途中、いろんな人に見られたけれど、保健室は一階だから、急いで駆け込んだ。





ガラッ……。


「はぁ……はぁ……」

「おぉ!珍しい。菫ちゃん、来てくれたんだ〜。ぁはは、良かった〜」

「勝手に名前呼ばないで。あんたのために来たわけじゃない。気持ち悪」

気持ち悪……。

「保健室の先生に言うことか〜?」

「保健室の先生が男なんて最悪」

「女の先生でも変わんないだろ?」

「当然」

人と関わりたくない私には、男も女も関係ない。


彼は、保健室の先生。

下田敏樹(シモダ トシキ)。

…………先生。


「来ないかと思ったよ〜」

「話しかけないで」

「冷たっ(泣)」


心がデリケートなのか知らないけど、やけに泣くことが多い先生。


…………泣き虫。


「あ!今、この先生泣き虫だって思ったでしょ!?」

「よくわかったね。おめでと」

「バカにしてる?」


私は、下田を無視して、ベッドに腰掛けると、そのままカーテンを閉めた。


「河村先生、すぐ来るって言ってたよ」

「あんたがプリント受け取って。

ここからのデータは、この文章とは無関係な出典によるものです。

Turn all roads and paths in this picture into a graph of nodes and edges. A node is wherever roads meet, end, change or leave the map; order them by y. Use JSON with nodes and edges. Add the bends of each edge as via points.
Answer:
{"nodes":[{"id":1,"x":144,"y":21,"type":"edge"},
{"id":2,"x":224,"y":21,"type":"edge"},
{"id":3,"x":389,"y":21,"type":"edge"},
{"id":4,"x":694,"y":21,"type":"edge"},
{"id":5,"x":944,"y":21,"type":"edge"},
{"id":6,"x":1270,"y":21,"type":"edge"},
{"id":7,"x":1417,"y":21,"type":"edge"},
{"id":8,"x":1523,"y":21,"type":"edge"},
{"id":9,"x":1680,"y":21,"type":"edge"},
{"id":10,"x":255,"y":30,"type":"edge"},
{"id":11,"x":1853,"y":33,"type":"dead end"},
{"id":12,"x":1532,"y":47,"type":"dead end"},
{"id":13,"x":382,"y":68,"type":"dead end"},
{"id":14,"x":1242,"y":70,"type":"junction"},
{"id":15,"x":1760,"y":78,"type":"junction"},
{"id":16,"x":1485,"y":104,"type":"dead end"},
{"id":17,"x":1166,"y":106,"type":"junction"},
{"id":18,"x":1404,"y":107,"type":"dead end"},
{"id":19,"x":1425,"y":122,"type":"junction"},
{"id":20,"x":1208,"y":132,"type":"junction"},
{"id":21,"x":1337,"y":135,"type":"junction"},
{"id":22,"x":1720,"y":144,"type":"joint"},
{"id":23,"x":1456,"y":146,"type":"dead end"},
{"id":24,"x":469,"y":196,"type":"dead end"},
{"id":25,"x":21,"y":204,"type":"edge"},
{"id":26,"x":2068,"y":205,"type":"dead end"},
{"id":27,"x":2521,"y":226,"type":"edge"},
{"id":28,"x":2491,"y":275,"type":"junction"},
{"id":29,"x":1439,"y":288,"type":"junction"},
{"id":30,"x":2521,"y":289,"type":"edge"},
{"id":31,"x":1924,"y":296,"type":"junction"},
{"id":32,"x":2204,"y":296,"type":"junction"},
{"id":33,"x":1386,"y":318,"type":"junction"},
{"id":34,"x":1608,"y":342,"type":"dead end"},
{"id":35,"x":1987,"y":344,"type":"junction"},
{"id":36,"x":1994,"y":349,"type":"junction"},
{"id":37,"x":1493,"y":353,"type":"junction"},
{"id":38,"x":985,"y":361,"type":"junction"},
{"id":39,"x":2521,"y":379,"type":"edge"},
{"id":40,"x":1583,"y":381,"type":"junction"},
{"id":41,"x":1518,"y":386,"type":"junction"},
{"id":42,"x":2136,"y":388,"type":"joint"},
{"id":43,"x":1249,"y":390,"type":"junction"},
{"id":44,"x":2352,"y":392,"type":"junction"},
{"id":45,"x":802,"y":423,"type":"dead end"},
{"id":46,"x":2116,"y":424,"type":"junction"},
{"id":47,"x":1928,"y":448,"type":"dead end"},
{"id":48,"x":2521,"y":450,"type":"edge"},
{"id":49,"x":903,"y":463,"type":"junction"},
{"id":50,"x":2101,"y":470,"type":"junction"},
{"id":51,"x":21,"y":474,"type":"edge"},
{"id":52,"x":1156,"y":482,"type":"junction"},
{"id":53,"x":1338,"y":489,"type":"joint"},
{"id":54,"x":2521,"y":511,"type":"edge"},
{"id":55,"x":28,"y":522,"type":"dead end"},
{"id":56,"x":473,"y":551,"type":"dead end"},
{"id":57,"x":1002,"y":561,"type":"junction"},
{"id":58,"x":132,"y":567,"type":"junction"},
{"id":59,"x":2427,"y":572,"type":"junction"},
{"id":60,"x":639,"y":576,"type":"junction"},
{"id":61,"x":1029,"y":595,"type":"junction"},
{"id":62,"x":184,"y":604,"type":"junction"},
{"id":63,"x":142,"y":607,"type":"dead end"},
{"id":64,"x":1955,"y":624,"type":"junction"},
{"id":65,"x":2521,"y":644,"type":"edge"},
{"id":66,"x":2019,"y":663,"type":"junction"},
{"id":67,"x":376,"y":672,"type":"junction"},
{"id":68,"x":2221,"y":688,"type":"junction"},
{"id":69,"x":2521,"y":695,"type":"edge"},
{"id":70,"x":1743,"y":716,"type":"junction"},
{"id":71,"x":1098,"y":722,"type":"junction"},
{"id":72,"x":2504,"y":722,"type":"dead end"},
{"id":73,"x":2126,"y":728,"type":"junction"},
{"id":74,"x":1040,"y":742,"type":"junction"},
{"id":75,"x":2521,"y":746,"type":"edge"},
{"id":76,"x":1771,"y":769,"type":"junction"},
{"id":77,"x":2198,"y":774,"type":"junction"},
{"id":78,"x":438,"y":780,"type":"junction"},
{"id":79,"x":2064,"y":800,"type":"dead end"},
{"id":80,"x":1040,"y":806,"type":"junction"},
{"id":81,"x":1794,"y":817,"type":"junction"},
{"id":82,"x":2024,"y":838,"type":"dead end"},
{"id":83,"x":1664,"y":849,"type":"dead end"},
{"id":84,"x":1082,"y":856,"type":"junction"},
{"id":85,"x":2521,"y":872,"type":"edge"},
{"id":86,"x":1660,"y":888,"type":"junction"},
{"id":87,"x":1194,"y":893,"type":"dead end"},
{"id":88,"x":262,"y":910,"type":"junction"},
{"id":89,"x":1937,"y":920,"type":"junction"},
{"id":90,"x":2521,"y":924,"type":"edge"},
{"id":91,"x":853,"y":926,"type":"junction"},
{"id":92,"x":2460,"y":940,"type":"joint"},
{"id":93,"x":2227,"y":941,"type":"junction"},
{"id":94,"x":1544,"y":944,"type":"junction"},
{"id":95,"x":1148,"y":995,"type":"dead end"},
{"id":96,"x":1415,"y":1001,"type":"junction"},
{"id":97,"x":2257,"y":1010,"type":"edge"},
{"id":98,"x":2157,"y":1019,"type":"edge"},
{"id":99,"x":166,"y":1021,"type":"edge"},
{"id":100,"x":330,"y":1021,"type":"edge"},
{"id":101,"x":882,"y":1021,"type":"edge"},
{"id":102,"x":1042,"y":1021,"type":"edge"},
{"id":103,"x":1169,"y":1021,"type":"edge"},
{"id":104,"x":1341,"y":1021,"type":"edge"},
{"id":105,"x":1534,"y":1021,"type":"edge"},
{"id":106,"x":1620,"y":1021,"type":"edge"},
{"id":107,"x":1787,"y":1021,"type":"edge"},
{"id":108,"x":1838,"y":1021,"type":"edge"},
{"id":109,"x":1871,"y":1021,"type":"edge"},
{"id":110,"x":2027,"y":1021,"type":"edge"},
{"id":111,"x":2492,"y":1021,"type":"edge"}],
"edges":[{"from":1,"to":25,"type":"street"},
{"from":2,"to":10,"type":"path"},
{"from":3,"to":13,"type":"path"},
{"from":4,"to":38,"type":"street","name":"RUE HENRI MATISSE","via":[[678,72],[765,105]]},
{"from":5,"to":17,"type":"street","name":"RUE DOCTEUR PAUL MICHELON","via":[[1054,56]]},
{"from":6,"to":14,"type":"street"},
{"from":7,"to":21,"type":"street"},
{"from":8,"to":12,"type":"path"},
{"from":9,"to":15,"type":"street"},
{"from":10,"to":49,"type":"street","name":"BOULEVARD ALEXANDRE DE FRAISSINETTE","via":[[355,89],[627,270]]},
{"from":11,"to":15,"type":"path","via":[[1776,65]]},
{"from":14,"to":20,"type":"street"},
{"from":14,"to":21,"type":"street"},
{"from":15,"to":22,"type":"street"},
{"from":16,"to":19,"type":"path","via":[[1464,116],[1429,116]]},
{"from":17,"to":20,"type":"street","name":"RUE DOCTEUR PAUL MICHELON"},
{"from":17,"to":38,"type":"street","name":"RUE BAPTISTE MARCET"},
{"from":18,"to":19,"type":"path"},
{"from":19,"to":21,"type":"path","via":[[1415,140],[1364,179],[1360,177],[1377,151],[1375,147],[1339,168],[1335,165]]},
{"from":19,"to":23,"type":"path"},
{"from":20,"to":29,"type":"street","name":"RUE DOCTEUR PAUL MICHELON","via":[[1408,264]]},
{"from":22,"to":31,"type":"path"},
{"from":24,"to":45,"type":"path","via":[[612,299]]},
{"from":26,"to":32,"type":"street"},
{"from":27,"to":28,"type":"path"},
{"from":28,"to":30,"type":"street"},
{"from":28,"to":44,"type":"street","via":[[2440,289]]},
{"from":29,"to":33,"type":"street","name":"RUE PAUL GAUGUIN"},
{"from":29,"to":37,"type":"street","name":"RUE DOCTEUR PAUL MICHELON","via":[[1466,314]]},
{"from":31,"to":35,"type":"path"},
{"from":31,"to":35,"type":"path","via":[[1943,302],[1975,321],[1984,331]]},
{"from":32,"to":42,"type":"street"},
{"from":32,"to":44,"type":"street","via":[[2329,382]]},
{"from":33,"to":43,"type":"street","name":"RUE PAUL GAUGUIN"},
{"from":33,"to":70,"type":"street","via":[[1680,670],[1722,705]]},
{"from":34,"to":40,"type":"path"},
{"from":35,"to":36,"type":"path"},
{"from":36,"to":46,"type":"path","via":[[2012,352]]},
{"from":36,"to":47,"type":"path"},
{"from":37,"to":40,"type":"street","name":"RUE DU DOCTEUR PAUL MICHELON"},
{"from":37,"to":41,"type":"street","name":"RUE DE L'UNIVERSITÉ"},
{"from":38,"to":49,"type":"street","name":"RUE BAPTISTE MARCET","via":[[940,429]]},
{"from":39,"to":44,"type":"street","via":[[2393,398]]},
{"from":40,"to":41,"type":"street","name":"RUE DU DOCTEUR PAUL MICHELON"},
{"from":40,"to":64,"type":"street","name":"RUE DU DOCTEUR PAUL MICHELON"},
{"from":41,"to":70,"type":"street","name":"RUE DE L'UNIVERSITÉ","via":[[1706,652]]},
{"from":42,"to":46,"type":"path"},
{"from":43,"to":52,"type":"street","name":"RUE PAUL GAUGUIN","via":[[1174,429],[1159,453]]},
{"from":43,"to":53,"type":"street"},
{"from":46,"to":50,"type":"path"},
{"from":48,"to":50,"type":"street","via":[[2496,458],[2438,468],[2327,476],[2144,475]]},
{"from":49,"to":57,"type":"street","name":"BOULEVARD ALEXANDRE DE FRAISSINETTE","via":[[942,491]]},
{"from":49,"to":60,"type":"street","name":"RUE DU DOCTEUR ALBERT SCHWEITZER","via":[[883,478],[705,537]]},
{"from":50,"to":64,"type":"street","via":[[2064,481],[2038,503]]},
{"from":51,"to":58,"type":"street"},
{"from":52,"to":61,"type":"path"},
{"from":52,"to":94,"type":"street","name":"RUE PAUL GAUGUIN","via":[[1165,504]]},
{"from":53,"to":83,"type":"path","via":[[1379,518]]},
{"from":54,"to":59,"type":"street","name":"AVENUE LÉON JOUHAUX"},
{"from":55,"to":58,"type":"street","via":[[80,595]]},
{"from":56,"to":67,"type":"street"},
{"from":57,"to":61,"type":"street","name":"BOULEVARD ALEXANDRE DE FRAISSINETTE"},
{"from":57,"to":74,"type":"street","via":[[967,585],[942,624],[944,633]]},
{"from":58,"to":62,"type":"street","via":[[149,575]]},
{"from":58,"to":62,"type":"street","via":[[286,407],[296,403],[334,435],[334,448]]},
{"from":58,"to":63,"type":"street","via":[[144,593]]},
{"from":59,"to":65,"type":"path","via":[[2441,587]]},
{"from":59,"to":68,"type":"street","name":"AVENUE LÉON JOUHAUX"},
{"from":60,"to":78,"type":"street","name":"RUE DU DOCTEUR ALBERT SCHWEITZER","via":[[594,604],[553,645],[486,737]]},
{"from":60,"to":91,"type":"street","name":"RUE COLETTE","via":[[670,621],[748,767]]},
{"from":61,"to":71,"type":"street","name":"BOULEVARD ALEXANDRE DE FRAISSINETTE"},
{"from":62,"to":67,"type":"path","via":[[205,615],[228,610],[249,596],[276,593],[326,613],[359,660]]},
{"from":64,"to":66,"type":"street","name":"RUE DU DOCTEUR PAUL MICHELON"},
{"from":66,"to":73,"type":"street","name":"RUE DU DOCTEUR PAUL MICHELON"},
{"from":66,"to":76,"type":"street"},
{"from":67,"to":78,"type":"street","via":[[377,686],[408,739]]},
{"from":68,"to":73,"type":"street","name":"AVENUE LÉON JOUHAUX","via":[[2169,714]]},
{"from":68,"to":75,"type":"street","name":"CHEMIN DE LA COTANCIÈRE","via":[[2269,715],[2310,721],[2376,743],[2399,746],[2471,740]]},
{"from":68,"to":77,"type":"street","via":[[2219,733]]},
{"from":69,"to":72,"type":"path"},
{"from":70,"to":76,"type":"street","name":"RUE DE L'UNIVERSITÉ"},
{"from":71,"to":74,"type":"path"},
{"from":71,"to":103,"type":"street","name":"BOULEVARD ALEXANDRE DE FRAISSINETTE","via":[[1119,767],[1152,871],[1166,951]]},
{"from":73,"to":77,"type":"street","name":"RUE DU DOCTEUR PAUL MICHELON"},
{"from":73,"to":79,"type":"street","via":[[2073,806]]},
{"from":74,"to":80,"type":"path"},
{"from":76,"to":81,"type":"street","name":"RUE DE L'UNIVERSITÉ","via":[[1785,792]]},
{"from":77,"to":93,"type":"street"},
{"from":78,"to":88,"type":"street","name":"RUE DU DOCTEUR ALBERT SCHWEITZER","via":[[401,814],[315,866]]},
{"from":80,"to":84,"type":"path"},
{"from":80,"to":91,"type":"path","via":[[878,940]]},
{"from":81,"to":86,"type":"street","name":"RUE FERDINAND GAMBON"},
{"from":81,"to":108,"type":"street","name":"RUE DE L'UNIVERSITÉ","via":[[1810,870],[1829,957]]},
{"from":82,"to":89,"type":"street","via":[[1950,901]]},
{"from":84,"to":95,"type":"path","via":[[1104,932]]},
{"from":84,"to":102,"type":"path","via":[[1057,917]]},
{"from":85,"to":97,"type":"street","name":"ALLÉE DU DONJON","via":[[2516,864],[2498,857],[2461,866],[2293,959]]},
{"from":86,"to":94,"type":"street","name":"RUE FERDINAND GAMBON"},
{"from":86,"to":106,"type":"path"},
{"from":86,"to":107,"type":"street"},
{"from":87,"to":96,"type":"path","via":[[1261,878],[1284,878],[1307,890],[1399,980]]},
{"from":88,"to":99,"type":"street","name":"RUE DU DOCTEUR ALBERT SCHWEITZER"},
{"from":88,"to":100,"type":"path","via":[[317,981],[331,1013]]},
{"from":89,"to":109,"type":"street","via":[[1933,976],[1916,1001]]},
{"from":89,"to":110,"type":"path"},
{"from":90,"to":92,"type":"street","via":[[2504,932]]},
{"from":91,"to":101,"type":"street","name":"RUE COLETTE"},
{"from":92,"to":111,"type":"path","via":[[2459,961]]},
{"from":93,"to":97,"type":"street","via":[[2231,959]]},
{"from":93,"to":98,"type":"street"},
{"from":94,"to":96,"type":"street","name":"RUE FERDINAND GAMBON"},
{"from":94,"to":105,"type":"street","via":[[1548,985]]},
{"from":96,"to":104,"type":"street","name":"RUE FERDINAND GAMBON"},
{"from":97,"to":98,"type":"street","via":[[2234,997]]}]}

私忙しいから」


河村先生とは、私のクラスの担任。


「ま〜たカーテン閉めちゃって〜。プリントぐらい自分で貰いなよ〜」

「無理」

「人任せにしてたら、人としてダメになっちゃうよ〜」

無視。

「無視しないで〜」



下田を無視したところで、私は自分のカバンに手を突っ込む。


今から出すのは、私がすぐに元気になる魔法の道具。


というメルヘンチックな言い方はさておき、本当に私が心から楽しいと思えるもの。